Not only had they never been taught how to shop or spread their money so well, but we were blown away by their similarities to us. Ace shopped exactly like Richard did, with no hesitation, getting exactly what he wanted immediately, with no desire to change it even after seeing everything else in the shops; Scooby did exactly what I always did, agonising over every decision, wondering how to make the money go as far as it possibly could and almost refusing to buy things at full price.

It's one of my favourite days with them ever, and one of the many ways that kids constantly help us to understand our character, by reflecting it back to us. 

Hoping that this weekend will produce more happy memories and character building for all of us!

Wednesday, 12 September 2012


We've done it. We've moved back in, with some rooms beautifully decorated and so lovely to be in, and others still full of boxes and bags that need sorting out. Sometimes it feels wonderful that we've done it, and other times I wonder what the heck we're doing.

We successfully got three boys to school last week. I am so glad I am able to take three boys where three boys used to be, even if one of the boys is different. I'm glad that in the busyness of trying to remember an old routine, and buying new things to take and wear, and worrying about a four year old who doesn't often settle in new places, that there isn't much time to wallow in memories of a boy who loved school so much and was last there fourteen months ago, running and playing with his friends. Busyness is a wonderful companion to grief.

Rocky was fine. He saw the computer screens and went straight in, only temporarily annoyed that he wasn't going to be with his brothers all day, and reported when he came home that apart from eating his lunch, he did nothing all morning. Funny, that's what they all used to do in KS1 - "nothing", along with an occasional bit of "I can't remember".

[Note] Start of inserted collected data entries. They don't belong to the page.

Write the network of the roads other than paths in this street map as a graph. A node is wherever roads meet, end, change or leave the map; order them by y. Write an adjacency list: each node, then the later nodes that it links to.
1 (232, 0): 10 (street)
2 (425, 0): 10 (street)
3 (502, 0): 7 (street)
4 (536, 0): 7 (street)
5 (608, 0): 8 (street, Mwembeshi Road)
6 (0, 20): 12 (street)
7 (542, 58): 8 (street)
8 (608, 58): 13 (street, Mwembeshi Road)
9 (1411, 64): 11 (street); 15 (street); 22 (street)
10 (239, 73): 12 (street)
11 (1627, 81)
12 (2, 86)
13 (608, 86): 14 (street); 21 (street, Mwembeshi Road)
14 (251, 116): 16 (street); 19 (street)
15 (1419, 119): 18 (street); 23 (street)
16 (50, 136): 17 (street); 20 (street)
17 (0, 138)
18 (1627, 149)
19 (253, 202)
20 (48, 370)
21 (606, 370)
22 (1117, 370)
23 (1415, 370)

Ace has been doing really well - apparently he watches the clock for most of the afternoon, counting down till home time, but for a kid who doesn't do sitting still, concentrating or written work very well, I'm really proud of him. He's trying hard, and got 'Star of the Week' last week.

Turtle came out on the first day telling me that he was House Captain and Year 6 representative on the school council. "Um, how many hours have you been back, son?" was my response. He also got 'Star of the Week' for his class, and is charging at every challenge that comes along in a way I've never seen him do before.

I know we have a long term ahead, and no doubt the work will get harder and their initial enthusiasm will wear off, but I am breathing a BIG sigh of relief that there is no doubt that taking last year off school was the best decision for all of us. I think they've grown in confidence and character despite (perhaps because of?) everything that has happened, and their approach to life is so different since they were last at school.

And now my head is all in a tizz again as, having crossed that huge milestone, Turtle then casually hands me the paperwork entitled 'Secondary School Admissions' and I realise we have only a few weeks to make another monumental decision about our children's future - yikes!!